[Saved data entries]
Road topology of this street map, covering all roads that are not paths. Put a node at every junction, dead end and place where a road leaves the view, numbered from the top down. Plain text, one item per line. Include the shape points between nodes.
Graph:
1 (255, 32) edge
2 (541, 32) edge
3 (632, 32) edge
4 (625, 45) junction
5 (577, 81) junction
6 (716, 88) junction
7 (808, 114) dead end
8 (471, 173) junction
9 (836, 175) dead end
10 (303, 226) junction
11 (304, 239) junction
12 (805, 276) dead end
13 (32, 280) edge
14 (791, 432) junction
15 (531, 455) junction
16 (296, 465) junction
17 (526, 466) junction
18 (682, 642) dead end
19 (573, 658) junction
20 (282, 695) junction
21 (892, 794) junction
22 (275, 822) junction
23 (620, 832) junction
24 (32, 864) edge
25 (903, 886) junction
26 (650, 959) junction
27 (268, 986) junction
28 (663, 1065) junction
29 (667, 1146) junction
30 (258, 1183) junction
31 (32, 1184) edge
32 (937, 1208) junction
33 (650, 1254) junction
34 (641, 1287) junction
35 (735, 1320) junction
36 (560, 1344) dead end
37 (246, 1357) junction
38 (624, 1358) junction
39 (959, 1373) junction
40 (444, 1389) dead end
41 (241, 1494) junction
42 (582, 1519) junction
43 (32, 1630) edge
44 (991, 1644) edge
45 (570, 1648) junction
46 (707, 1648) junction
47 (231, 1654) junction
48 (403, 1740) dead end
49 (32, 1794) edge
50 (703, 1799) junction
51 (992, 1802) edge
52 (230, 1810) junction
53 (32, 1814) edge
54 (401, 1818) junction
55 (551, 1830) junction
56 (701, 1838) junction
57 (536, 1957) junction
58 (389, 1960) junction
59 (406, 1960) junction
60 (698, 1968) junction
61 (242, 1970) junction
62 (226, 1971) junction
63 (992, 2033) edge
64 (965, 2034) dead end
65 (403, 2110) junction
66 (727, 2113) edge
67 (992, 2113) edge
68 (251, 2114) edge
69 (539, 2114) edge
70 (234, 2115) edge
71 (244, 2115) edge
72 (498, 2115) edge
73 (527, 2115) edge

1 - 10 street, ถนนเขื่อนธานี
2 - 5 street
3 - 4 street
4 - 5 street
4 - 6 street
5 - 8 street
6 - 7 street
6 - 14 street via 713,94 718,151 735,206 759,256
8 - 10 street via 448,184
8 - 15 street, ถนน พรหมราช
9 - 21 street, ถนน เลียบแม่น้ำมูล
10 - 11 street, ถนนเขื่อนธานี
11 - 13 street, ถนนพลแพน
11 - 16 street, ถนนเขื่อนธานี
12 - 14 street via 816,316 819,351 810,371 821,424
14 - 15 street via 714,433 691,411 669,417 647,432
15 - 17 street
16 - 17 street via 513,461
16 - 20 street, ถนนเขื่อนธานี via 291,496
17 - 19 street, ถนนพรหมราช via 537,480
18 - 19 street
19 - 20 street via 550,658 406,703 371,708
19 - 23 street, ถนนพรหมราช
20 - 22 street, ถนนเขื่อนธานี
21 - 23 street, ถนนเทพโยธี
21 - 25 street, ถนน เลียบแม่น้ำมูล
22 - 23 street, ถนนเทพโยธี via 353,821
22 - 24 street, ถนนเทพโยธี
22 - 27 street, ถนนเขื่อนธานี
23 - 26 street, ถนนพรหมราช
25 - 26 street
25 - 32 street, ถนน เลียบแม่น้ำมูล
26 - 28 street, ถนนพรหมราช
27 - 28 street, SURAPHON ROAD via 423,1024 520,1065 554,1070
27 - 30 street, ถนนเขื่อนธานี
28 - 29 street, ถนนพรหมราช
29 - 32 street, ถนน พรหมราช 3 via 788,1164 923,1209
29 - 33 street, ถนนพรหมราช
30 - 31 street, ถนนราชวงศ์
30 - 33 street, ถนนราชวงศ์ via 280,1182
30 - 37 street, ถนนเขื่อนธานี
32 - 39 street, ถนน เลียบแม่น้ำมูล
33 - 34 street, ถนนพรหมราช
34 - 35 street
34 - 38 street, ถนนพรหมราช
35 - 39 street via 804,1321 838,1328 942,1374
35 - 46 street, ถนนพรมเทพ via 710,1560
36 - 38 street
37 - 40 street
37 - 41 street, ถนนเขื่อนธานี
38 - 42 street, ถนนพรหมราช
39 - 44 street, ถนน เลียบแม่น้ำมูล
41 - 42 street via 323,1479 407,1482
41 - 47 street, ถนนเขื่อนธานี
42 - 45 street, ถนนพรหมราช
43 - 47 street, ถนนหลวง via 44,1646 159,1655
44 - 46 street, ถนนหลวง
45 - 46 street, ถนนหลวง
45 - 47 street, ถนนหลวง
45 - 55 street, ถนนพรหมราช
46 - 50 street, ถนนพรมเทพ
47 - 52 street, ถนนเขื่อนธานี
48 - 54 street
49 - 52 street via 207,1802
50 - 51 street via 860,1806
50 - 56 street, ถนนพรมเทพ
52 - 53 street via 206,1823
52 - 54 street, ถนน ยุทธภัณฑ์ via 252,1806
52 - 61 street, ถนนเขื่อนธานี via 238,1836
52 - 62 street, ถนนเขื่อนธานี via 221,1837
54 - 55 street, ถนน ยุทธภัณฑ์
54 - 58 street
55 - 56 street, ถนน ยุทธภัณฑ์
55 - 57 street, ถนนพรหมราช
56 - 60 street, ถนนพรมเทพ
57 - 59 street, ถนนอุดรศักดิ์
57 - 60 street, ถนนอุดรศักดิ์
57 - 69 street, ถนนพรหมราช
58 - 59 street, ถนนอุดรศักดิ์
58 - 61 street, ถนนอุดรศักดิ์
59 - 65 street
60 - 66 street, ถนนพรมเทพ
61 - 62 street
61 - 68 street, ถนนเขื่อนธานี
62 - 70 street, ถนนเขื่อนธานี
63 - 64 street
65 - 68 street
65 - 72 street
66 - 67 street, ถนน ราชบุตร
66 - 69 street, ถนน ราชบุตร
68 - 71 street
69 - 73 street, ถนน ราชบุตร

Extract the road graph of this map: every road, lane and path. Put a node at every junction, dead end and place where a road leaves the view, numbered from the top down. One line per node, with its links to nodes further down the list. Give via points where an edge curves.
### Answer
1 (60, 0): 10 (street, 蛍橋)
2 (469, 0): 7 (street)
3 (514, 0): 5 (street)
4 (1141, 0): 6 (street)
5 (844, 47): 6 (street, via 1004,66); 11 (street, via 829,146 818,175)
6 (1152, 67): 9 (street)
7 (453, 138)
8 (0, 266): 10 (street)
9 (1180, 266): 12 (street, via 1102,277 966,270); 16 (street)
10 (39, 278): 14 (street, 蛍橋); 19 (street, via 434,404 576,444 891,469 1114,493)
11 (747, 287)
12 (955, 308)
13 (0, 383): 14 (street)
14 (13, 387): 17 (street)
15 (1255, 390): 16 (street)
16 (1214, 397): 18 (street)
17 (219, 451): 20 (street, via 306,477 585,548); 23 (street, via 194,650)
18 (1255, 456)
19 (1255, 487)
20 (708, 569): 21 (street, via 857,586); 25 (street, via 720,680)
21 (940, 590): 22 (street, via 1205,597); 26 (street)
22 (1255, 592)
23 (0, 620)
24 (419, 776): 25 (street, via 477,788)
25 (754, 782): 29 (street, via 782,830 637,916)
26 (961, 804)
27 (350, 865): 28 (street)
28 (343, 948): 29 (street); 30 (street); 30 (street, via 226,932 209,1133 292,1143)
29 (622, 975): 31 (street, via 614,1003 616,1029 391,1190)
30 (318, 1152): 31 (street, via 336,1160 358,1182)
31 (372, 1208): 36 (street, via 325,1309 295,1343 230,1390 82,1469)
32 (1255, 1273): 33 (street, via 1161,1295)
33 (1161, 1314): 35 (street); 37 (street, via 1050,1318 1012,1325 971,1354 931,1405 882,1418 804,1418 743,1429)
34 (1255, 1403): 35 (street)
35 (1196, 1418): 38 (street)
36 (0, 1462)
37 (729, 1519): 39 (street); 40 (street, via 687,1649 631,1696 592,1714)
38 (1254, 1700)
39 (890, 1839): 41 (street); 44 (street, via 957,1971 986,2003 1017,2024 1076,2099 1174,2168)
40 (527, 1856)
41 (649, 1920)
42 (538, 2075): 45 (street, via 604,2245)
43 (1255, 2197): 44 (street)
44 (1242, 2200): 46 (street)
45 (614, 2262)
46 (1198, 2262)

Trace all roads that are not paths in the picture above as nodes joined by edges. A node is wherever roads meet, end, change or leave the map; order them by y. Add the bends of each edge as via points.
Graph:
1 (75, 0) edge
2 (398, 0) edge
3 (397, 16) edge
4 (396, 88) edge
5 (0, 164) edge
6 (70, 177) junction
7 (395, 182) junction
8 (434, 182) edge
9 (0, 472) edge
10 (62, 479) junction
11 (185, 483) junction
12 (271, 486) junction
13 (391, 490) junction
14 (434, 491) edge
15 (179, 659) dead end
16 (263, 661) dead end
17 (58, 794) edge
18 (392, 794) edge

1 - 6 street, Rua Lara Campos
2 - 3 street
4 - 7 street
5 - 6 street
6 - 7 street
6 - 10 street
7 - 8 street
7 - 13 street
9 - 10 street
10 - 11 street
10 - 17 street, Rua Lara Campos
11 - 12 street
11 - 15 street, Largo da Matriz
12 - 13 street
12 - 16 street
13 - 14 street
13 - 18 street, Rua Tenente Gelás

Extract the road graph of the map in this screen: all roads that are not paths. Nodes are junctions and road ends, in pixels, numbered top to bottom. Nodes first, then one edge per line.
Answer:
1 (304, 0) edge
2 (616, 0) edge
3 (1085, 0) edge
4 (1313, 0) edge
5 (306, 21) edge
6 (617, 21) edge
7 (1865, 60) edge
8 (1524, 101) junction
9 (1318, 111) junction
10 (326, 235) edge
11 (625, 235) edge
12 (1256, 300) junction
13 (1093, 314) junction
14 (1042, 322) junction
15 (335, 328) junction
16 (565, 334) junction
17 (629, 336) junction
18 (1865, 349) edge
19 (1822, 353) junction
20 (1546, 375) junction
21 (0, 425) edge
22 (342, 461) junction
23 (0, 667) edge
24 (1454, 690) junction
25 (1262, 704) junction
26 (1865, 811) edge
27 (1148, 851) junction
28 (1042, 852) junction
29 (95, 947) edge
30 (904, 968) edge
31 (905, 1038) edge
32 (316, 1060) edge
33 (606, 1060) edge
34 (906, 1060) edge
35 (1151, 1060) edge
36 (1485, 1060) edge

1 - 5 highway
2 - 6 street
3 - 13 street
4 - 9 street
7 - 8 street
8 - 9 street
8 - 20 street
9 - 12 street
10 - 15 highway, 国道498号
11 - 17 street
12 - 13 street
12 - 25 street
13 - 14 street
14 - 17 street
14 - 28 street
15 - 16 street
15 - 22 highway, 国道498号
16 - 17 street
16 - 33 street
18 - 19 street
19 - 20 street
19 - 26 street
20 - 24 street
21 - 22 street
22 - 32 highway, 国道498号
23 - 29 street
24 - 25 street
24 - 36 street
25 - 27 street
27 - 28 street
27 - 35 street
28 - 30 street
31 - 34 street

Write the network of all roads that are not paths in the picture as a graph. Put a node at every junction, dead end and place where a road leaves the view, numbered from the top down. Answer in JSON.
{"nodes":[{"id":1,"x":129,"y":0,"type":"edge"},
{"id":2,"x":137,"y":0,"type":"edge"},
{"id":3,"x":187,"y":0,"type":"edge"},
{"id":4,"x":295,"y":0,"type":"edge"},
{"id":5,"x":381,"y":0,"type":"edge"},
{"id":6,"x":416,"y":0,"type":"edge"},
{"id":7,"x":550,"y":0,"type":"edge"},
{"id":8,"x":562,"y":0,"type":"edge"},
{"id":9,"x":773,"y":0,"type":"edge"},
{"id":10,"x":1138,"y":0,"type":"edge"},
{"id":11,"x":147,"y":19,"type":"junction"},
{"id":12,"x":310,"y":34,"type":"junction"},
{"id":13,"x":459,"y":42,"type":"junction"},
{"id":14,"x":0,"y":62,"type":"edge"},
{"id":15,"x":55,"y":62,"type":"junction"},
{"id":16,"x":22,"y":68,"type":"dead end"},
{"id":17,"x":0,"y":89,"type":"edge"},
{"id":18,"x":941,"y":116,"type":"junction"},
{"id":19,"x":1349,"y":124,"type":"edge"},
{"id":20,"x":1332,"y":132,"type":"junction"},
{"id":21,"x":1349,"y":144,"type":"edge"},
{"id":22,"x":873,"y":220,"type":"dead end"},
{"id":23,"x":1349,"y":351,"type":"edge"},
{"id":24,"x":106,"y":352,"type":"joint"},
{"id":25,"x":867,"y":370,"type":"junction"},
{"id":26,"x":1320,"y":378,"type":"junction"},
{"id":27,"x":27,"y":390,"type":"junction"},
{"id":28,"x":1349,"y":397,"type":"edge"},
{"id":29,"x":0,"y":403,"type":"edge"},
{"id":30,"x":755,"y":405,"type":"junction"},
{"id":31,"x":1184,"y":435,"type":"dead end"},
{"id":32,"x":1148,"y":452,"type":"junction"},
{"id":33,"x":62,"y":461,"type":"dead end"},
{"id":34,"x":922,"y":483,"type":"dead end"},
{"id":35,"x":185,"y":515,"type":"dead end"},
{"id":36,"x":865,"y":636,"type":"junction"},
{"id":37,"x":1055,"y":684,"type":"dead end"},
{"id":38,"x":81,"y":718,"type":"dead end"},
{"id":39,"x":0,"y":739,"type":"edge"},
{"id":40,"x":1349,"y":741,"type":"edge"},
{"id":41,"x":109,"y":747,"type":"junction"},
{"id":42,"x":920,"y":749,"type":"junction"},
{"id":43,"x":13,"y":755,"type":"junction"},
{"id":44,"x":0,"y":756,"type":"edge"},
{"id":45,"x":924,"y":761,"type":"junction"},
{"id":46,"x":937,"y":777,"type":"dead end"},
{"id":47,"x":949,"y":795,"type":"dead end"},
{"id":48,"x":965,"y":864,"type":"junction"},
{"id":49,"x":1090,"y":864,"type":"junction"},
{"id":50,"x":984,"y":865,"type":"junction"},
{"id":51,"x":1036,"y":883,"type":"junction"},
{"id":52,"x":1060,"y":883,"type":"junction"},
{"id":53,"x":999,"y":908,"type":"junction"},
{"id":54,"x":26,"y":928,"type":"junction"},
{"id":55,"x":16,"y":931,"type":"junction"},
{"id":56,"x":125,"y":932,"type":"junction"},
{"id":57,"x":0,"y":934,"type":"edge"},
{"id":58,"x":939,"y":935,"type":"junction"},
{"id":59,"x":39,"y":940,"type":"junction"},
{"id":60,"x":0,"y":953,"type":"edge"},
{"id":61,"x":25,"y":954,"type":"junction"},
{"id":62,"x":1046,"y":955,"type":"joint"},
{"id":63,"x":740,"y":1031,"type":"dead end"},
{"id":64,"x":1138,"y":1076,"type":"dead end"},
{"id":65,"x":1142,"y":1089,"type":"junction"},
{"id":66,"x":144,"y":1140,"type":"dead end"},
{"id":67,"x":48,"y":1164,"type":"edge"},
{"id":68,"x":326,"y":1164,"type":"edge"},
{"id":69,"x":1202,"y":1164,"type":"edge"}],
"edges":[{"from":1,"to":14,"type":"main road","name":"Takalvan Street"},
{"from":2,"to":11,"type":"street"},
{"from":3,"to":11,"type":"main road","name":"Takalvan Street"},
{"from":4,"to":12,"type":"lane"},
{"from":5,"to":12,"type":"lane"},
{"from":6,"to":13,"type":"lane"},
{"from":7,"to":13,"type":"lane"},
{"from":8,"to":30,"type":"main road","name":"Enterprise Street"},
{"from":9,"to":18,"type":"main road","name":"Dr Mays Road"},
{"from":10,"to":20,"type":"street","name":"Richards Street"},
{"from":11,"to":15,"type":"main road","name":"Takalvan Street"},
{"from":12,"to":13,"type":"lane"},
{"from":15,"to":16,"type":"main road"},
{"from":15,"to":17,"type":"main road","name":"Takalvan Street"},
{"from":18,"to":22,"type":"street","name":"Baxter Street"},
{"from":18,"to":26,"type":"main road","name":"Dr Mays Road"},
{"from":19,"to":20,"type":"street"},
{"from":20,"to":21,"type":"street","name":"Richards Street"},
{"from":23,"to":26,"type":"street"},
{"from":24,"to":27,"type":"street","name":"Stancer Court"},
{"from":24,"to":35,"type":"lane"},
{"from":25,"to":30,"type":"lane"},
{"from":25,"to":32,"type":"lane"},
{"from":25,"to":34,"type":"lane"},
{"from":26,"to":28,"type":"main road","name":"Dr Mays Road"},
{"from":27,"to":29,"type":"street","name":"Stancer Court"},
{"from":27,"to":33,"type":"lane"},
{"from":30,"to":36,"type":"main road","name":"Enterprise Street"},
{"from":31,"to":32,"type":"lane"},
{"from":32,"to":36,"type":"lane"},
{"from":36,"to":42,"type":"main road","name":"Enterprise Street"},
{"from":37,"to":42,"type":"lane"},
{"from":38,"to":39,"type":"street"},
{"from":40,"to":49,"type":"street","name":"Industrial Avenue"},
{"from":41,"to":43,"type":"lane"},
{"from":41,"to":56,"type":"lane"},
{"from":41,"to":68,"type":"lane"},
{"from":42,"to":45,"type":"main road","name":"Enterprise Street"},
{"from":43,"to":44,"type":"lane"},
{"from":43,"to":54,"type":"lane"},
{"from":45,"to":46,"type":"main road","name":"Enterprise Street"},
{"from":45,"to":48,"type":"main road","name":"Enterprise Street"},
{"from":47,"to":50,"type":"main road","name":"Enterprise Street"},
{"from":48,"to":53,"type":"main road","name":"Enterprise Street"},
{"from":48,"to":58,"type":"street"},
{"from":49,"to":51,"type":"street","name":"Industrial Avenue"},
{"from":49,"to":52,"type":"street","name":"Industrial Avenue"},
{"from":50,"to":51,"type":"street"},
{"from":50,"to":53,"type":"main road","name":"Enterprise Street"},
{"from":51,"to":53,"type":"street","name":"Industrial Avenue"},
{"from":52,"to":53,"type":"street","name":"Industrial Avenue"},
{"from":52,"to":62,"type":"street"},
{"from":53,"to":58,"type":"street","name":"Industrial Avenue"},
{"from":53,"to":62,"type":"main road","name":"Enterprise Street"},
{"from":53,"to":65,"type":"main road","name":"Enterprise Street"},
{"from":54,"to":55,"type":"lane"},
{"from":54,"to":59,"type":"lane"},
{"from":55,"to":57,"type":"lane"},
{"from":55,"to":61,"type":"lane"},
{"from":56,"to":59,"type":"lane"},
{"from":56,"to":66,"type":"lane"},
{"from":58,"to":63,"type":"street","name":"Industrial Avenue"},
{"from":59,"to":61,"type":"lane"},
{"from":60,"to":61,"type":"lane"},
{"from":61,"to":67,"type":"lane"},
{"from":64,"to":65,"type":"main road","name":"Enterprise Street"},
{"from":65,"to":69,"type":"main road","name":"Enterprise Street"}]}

Work item ::
Would you copy out exactly the lines above that start at the one containing "Extract the road graph of this" and end at the one containing "Trace all roads", inclusive?

Solution ::
Extract the road graph of this map: every road, lane and path. Put a node at every junction, dead end and place where a road leaves the view, numbered from the top down. One line per node, with its links to nodes further down the list. Give via points where an edge curves.
### Answer
1 (60, 0): 10 (street, 蛍橋)
2 (469, 0): 7 (street)
3 (514, 0): 5 (street)
4 (1141, 0): 6 (street)
5 (844, 47): 6 (street, via 1004,66); 11 (street, via 829,146 818,175)
6 (1152, 67): 9 (street)
7 (453, 138)
8 (0, 266): 10 (street)
9 (1180, 266): 12 (street, via 1102,277 966,270); 16 (street)
10 (39, 278): 14 (street, 蛍橋); 19 (street, via 434,404 576,444 891,469 1114,493)
11 (747, 287)
12 (955, 308)
13 (0, 383): 14 (street)
14 (13, 387): 17 (street)
15 (1255, 390): 16 (street)
16 (1214, 397): 18 (street)
17 (219, 451): 20 (street, via 306,477 585,548); 23 (street, via 194,650)
18 (1255, 456)
19 (1255, 487)
20 (708, 569): 21 (street, via 857,586); 25 (street, via 720,680)
21 (940, 590): 22 (street, via 1205,597); 26 (street)
22 (1255, 592)
23 (0, 620)
24 (419, 776): 25 (street, via 477,788)
25 (754, 782): 29 (street, via 782,830 637,916)
26 (961, 804)
27 (350, 865): 28 (street)
28 (343, 948): 29 (street); 30 (street); 30 (street, via 226,932 209,1133 292,1143)
29 (622, 975): 31 (street, via 614,1003 616,1029 391,1190)
30 (318, 1152): 31 (street, via 336,1160 358,1182)
31 (372, 1208): 36 (street, via 325,1309 295,1343 230,1390 82,1469)
32 (1255, 1273): 33 (street, via 1161,1295)
33 (1161, 1314): 35 (street); 37 (street, via 1050,1318 1012,1325 971,1354 931,1405 882,1418 804,1418 743,1429)
34 (1255, 1403): 35 (street)
35 (1196, 1418): 38 (street)
36 (0, 1462)
37 (729, 1519): 39 (street); 40 (street, via 687,1649 631,1696 592,1714)
38 (1254, 1700)
39 (890, 1839): 41 (street); 44 (street, via 957,1971 986,2003 1017,2024 1076,2099 1174,2168)
40 (527, 1856)
41 (649, 1920)
42 (538, 2075): 45 (street, via 604,2245)
43 (1255, 2197): 44 (street)
44 (1242, 2200): 46 (street)
45 (614, 2262)
46 (1198, 2262)

Trace all roads that are not paths in the picture above as nodes joined by edges. A node is wherever roads meet, end, change or leave the map; order them by y. Add the bends of each edge as via points.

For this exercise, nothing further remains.